A controversial portrait of Pope Benedict XVI — made entirely out of condoms — has gone on view at the Milwaukee Art Museum.

— Critic Ben Davis on what the merger between ARTnews and Art in America magazines means for art and the media.

— A staggering list of executives associated with the Brazilian petrochemical giant Petrobras are under investigation for embezzling. Apparently some of the cash was used to purchase works of art — now on view at the Museu Oscar Niemeyer in Curitiba.

— So not everyone thinks that land artist Michael Heizer's magnum opus, "City," is all that.

— Architecture critic James Russell thinks that the design of the new Google HQ, by architects Thomas Heatherwick and BIG, could offer a more flexible model for the corporate headquarters of the future. (ArtsJournal)

— Architect Robert Venturi’s iconic Vanna Venturi House — which helped usher in postmodernism in 1964 — is on the market in Philadelphia. Writer Anna Kats suggests that the National Trust for Historic Preservation should step in and purchase the home to assure public access and to make a statement in support of postmodern design

An interesting Q&A with New Yorker art critic Peter Schjeldahl on criticism, poetry, sculpture and the editor who gave him a "spine transplant."

— We are all Mexico's disappeared students: A work by artist Rafael Lozano-Hemmer uses facial recognition technology to match the viewer's face to one of the faces of the missing 43 from Ayotzinapa.

— The nude sculpture by 19th century American sculptor Hiram Powers that became an abolitionist icon has gone on view at the Smithsonian in Washington.

— What would a syllabus for a course about urban design and social justice look like?

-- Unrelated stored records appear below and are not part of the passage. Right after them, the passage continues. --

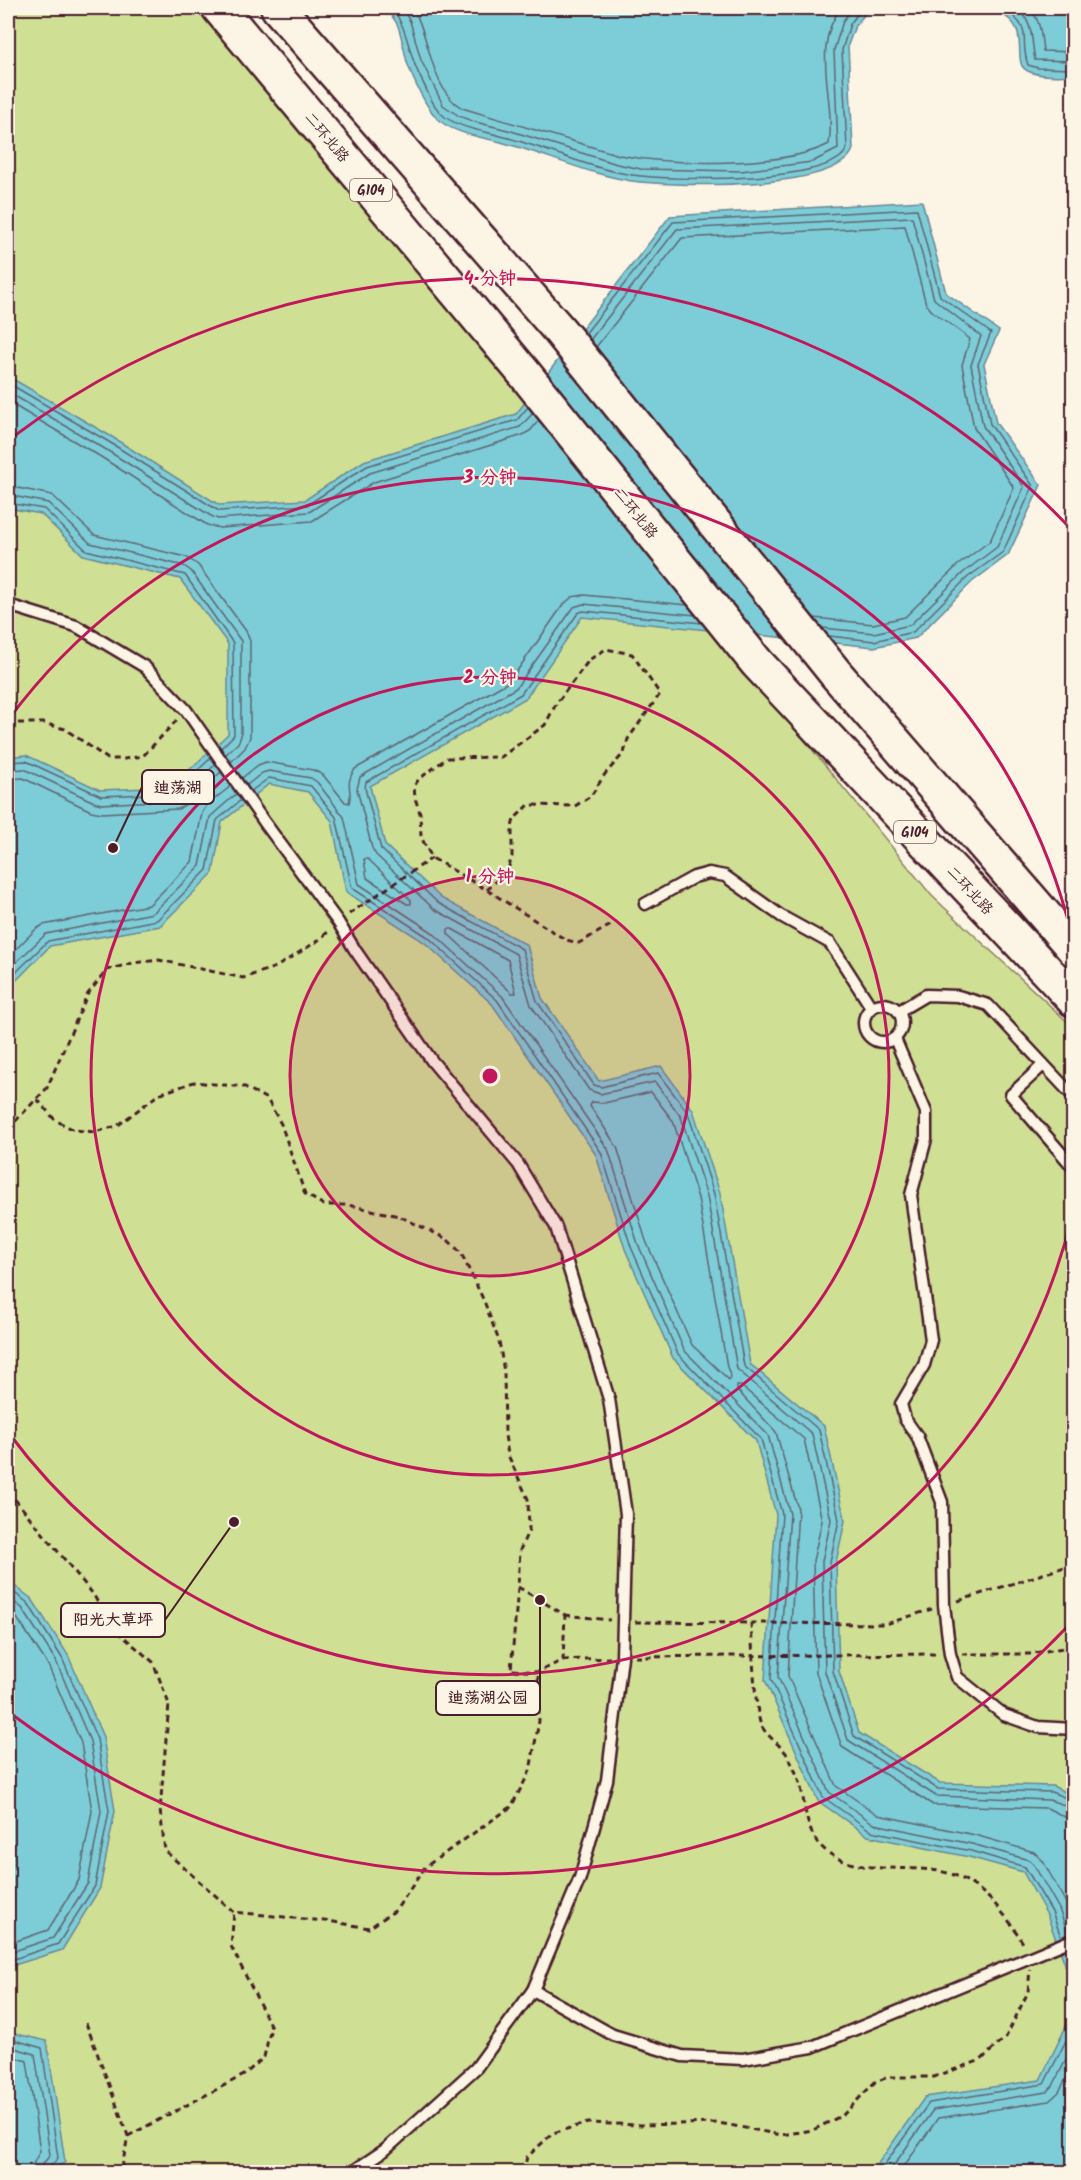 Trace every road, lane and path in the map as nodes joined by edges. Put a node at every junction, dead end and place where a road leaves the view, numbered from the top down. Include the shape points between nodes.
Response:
1 (219, 8) edge
2 (278, 8) edge
3 (8, 605) edge
4 (186, 710) junction
5 (8, 721) edge
6 (432, 858) junction
7 (487, 890) junction
8 (645, 904) dead end
9 (338, 922) junction
10 (611, 925) dead end
11 (1074, 949) edge
12 (1074, 1000) edge
13 (871, 1007) junction
14 (899, 1011) junction
15 (895, 1038) junction
16 (1043, 1065) junction
17 (1074, 1097) edge
18 (37, 1099) junction
19 (8, 1129) edge
20 (1074, 1168) edge
21 (8, 1491) edge
22 (1074, 1564) edge
23 (518, 1587) junction
24 (944, 1605) junction
25 (565, 1615) junction
26 (623, 1622) junction
27 (751, 1623) junction
28 (1074, 1646) edge
29 (950, 1654) junction
30 (752, 1655) junction
31 (622, 1657) junction
32 (563, 1660) junction
33 (538, 1672) junction
34 (1074, 1729) edge
35 (234, 1912) junction
36 (1074, 1939) edge
37 (1033, 1956) junction
38 (533, 1990) junction
39 (86, 2022) dead end
40 (128, 2136) junction
41 (122, 2172) edge
42 (352, 2172) edge
43 (523, 2172) edge

1 - 12 highway, 二环北路 / G104 via 524,373 757,663
2 - 11 highway, G104 via 560,331 836,674
3 - 4 lane via 76,626 145,667
4 - 5 path via 142,756 124,759 108,759 65,729
4 - 9 lane
6 - 7 path
6 - 7 path via 422,837 414,798 419,778 447,758 501,757 545,725 589,660 606,649 632,654 660,694 628,739 624,753 591,796 575,807 529,805 514,819 508,869
6 - 9 path
7 - 10 path via 566,940 579,943
8 - 13 lane via 694,877 709,873 725,876 781,916 830,943
9 - 18 path via 276,968 243,978 159,960 107,970 87,995 47,1088
9 - 26 lane via 432,1061 518,1164 556,1227 609,1399 626,1514
13 - 14 lane via 885,1003
13 - 15 lane via 863,1020 867,1035 881,1043
14 - 15 lane via 903,1025
14 - 16 lane via 926,995 958,996 988,1005
15 - 24 lane via 926,1112 926,1139 911,1195 931,1340 924,1365 901,1404 942,1502
16 - 17 lane
16 - 20 lane via 1011,1095
18 - 19 path
18 - 23 path via 55,1120 74,1130 95,1132 117,1126 159,1094 194,1082 245,1087 267,1099 281,1124 305,1194 324,1205 348,1205 399,1216 447,1239 461,1252 499,1341 508,1455 528,1499 529,1529 520,1550
21 - 35 path via 93,1594 111,1626 153,1662 169,1704 160,1810 165,1851
22 - 24 path
23 - 25 path
23 - 33 path via 511,1670
24 - 27 path via 886,1624
24 - 29 lane
25 - 26 path
25 - 32 path
26 - 27 path
26 - 31 lane
27 - 30 path
28 - 29 path via 1029,1654
29 - 30 path
29 - 34 lane via 957,1677 1004,1715 1038,1727
30 - 31 path
30 - 37 path via 760,1725 790,1758 808,1823 819,1844 840,1859 866,1867 931,1871 958,1877 986,1894 1008,1918
31 - 32 path
31 - 38 lane via 607,1780 580,1878
32 - 33 path
33 - 35 path via 539,1721 530,1771 511,1807 425,1867 396,1910 369,1929
35 - 40 path via 231,1946 271,2027 264,2057 244,2075
36 - 37 lane
37 - 38 lane via 812,2047 743,2059 682,2056 613,2035
37 - 43 path via 1028,1992 1006,2037 981,2060 934,2077 882,2079 843,2115 813,2130 781,2135 719,2123 588,2123 553,2133 527,2157
38 - 42 lane via 476,2068 385,2150
39 - 40 path
40 - 41 path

Brentin Mock at Citylab made one — and I am about to get reading. (Colorlines)

— Speaking of urban design: El Salvador's bus system was shut down on the order of a powerful criminal gang — a terrifying look at how a city's entire transport infrastructure can be brought down by gang violence.

— Photographer Philip Montgomery's black-and-white images offer a rich chronicle of life in our new civil rights era.

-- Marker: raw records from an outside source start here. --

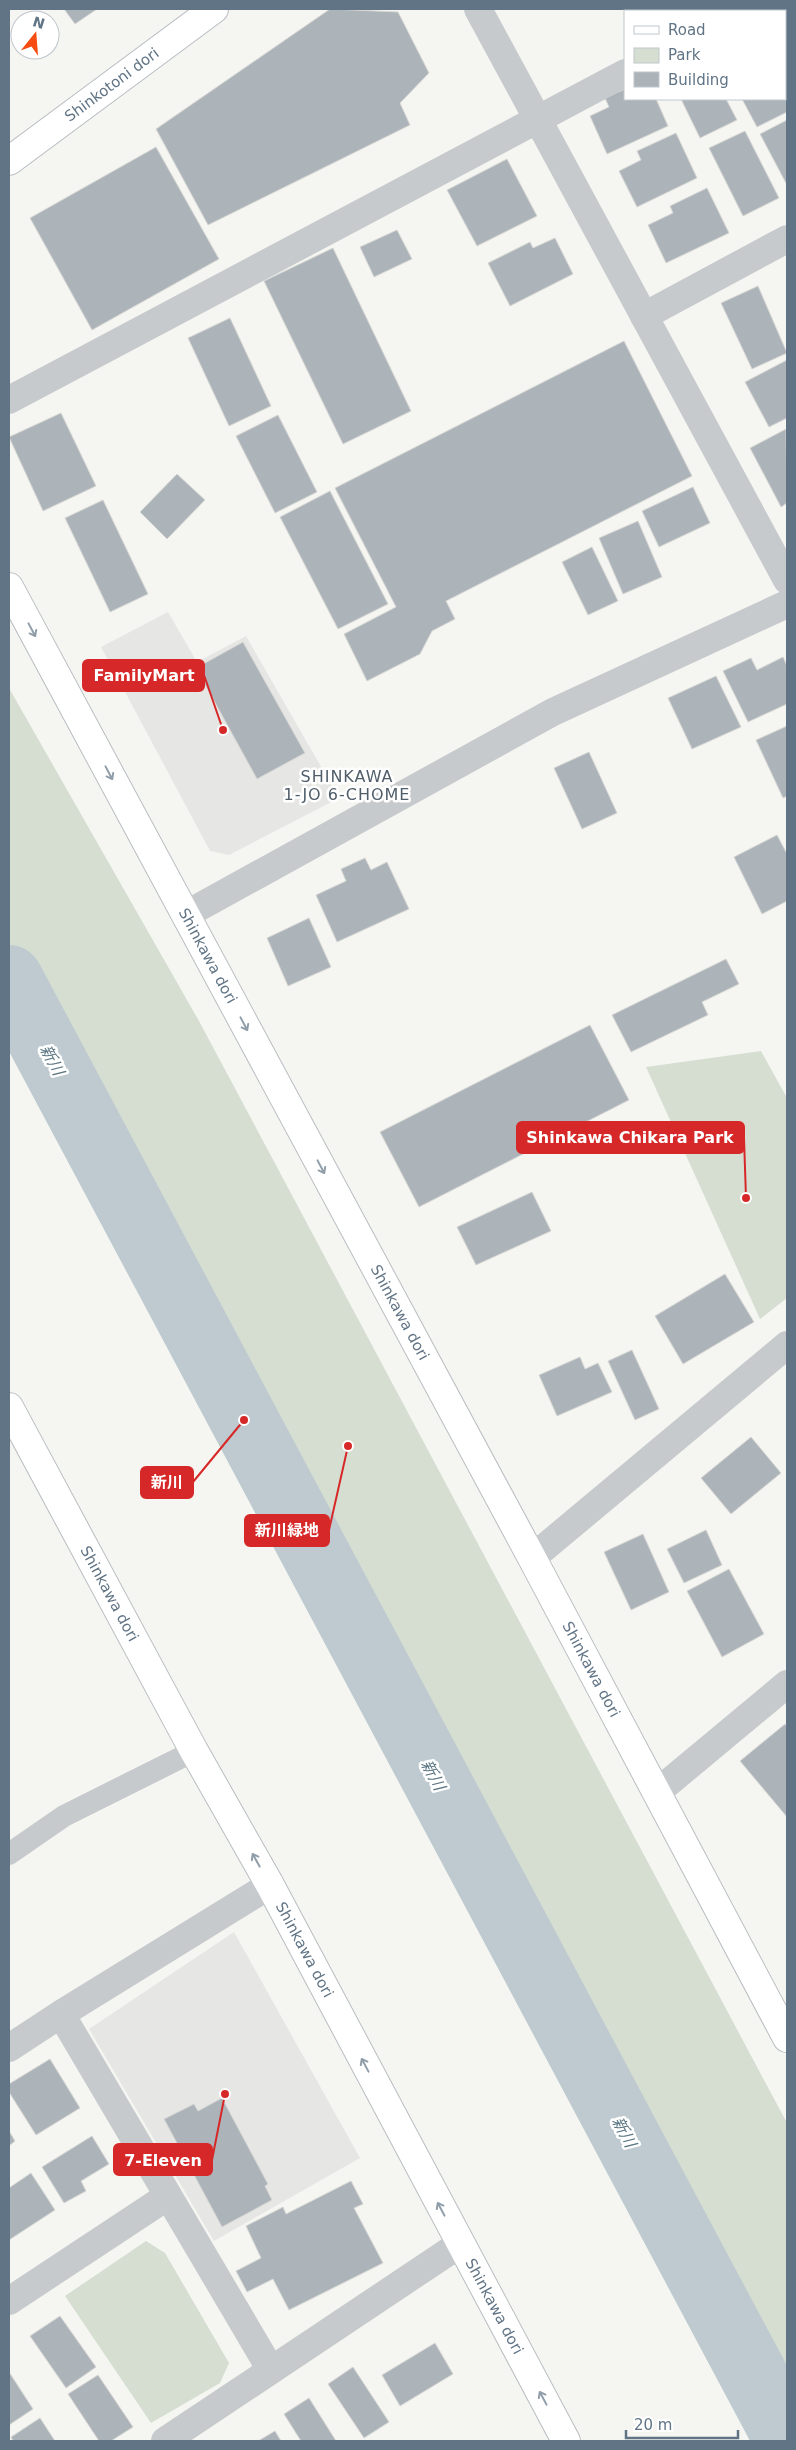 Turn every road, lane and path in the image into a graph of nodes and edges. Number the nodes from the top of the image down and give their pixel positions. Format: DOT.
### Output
graph roads {
  1 [pos="214,9"];
  2 [pos="478,9"];
  3 [pos="624,74"];
  4 [pos="539,120"];
  5 [pos="9,161"];
  6 [pos="787,239"];
  7 [pos="644,316"];
  8 [pos="9,400"];
  9 [pos="787,580"];
  10 [pos="9,587"];
  11 [pos="787,604"];
  12 [pos="185,915"];
  13 [pos="787,1345"];
  14 [pos="9,1407"];
  15 [pos="532,1558"];
  16 [pos="787,1684"];
  17 [pos="194,1751"];
  18 [pos="656,1793"];
  19 [pos="9,1854"];
  20 [pos="270,1886"];
  21 [pos="61,2014"];
  22 [pos="784,2024"];
  23 [pos="9,2048"];
  24 [pos="168,2196"];
  25 [pos="460,2244"];
  26 [pos="9,2301"];
  27 [pos="271,2370"];
  28 [pos="165,2441"];
  29 [pos="566,2441"];
  1 -- 5 [label="street, Shinkotoni dori"];
  2 -- 4 [label="street"];
  3 -- 4 [label="street"];
  4 -- 7 [label="street"];
  4 -- 8 [label="street"];
  6 -- 7 [label="street"];
  7 -- 9 [label="street"];
  10 -- 12 [label="street, Shinkawa dori, one-way"];
  11 -- 12 [label="street"];
  12 -- 15 [label="street, Shinkawa dori, one-way"];
  13 -- 15 [label="street"];
  14 -- 17 [label="street, Shinkawa dori"];
  15 -- 18 [label="street, Shinkawa dori"];
  16 -- 18 [label="street"];
  17 -- 19 [label="lane"];
  20 -- 17 [label="street, Shinkawa dori, one-way"];
  18 -- 22 [label="street, Shinkawa dori"];
  20 -- 21 [label="street"];
  25 -- 20 [label="street, Shinkawa dori, one-way"];
  21 -- 23 [label="street"];
  21 -- 24 [label="street"];
  24 -- 26 [label="street"];
  24 -- 27 [label="street"];
  25 -- 27 [label="street"];
  29 -- 25 [label="street, Shinkawa dori, one-way"];
  27 -- 28 [label="street"];
}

— Art, death and marriage: Dana Goodyear of the New Yorker has a can't-put-it-down feature about the life and marriages of Mission School artist Barry McGee and his relationship with painter Margaret Kilgallen (who passed away in 2001) and Clare Rojas, the singer and painter who is now his second wife.

— For those who like their art corporate: Artillery has a helpful overview of art installations inside locales such as Taco Bell and Banana Republic.

— The Hollywood Reporter has a great profile of L.A. billboard girl Angelyne. Interesting facts: she listens to NPR and can turn food into the likenesses of the famous, creating a portrait of Bette Davis out of mussel shells. (Somebody please curate these into a biennial.)

— And last, but not least, your moment of Chente: an enterprising Internet type in Mexico has launched an open call for art for the first ever "National Biennial of Digital Vicente Fernandez Collage" on Tumblr — in honor of the legendary Mexican balladeer (who apparently is quite into Photoshop). The requirements: art must contain Fernandez's mug, and the artists must live in Mexico — or know where it is. Looking forward to seeing the final show.